Task prompt:
For the entries below, report the number of lines containing "Right", without any other content.

Stored records
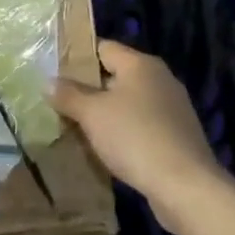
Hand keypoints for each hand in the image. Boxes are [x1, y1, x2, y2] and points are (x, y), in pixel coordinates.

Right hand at [51, 40, 228, 229]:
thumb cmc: (135, 137)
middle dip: (89, 89)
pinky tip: (109, 150)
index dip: (78, 57)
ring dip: (107, 114)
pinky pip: (143, 125)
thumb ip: (69, 95)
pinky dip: (125, 132)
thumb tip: (48, 81)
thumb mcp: (92, 114)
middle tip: (61, 104)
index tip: (55, 73)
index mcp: (140, 64)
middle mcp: (160, 78)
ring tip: (79, 128)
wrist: (186, 186)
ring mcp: (173, 107)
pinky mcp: (178, 135)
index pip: (103, 47)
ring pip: (129, 102)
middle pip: (116, 75)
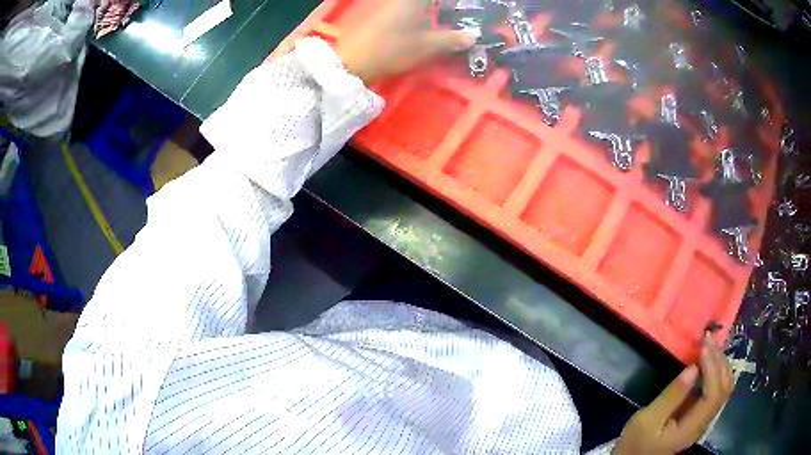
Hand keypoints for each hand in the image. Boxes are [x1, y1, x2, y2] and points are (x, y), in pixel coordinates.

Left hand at [335, 0, 478, 84]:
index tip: (465, 6)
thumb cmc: (392, 49)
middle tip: (456, 13)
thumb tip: (474, 36)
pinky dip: (417, 12)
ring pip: (414, 5)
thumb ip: (452, 39)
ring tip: (444, 17)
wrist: (352, 62)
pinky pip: (404, 7)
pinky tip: (425, 21)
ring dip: (429, 10)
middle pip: (424, 2)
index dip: (450, 4)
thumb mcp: (426, 46)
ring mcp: (388, 5)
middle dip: (441, 7)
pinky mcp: (380, 15)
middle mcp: (400, 0)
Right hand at [613, 336, 733, 454]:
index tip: (703, 344)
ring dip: (721, 364)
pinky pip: (717, 392)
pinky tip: (709, 363)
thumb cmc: (635, 444)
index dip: (713, 366)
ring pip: (724, 389)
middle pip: (725, 389)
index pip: (714, 394)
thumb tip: (693, 367)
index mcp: (691, 428)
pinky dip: (717, 373)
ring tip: (710, 346)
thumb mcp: (646, 421)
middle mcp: (703, 424)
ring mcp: (703, 421)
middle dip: (720, 360)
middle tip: (709, 339)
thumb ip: (671, 396)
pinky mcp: (699, 418)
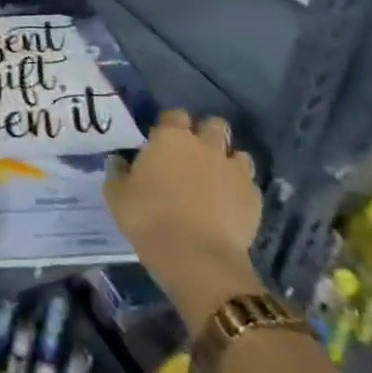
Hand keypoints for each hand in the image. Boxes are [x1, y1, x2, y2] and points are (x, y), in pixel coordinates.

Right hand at [105, 109, 264, 328]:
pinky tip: (228, 206)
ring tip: (215, 180)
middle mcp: (206, 146)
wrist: (197, 257)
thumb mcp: (117, 195)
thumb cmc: (149, 218)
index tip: (160, 142)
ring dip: (227, 162)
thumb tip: (120, 162)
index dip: (169, 125)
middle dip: (206, 134)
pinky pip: (249, 185)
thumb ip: (118, 172)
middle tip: (192, 155)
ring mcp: (235, 171)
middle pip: (214, 125)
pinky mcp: (254, 198)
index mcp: (171, 138)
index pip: (174, 115)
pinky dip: (239, 190)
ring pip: (238, 154)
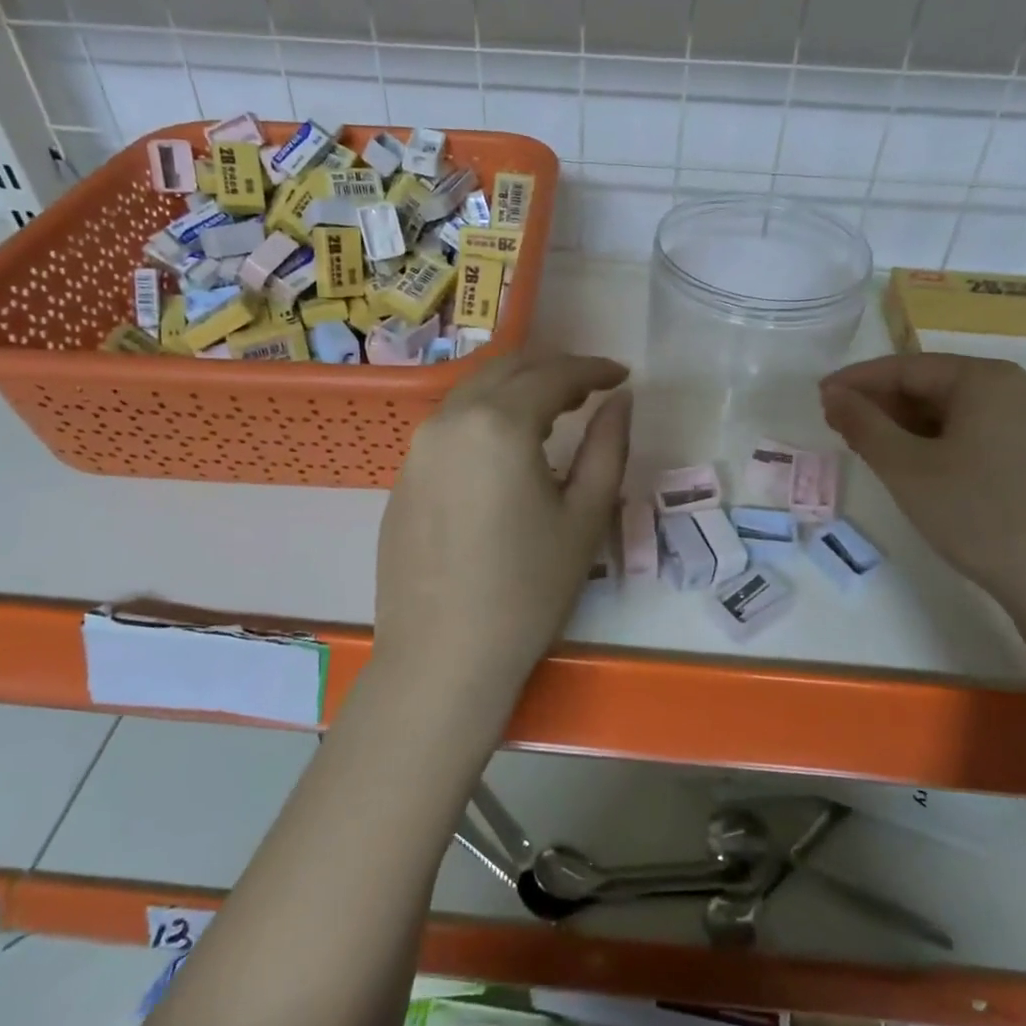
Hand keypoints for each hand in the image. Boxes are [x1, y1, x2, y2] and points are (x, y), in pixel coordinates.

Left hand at [373, 352, 630, 702]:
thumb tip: (621, 400)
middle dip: (553, 368)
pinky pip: (451, 424)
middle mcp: (450, 420)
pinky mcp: (404, 475)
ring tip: (553, 412)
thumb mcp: (585, 516)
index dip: (593, 369)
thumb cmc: (527, 590)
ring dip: (517, 389)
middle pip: (507, 369)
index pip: (553, 375)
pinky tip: (505, 449)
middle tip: (590, 389)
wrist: (442, 656)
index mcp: (498, 424)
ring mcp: (418, 447)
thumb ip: (608, 446)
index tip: (622, 375)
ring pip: (474, 392)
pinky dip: (486, 416)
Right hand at [819, 354, 1025, 611]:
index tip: (819, 398)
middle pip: (931, 385)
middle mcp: (1015, 389)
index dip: (857, 381)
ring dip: (906, 425)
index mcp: (984, 378)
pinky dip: (937, 442)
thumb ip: (863, 424)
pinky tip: (917, 467)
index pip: (905, 367)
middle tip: (838, 426)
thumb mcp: (906, 468)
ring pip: (953, 412)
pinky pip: (976, 433)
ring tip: (870, 449)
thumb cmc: (977, 514)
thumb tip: (833, 394)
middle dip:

Exercise response:
4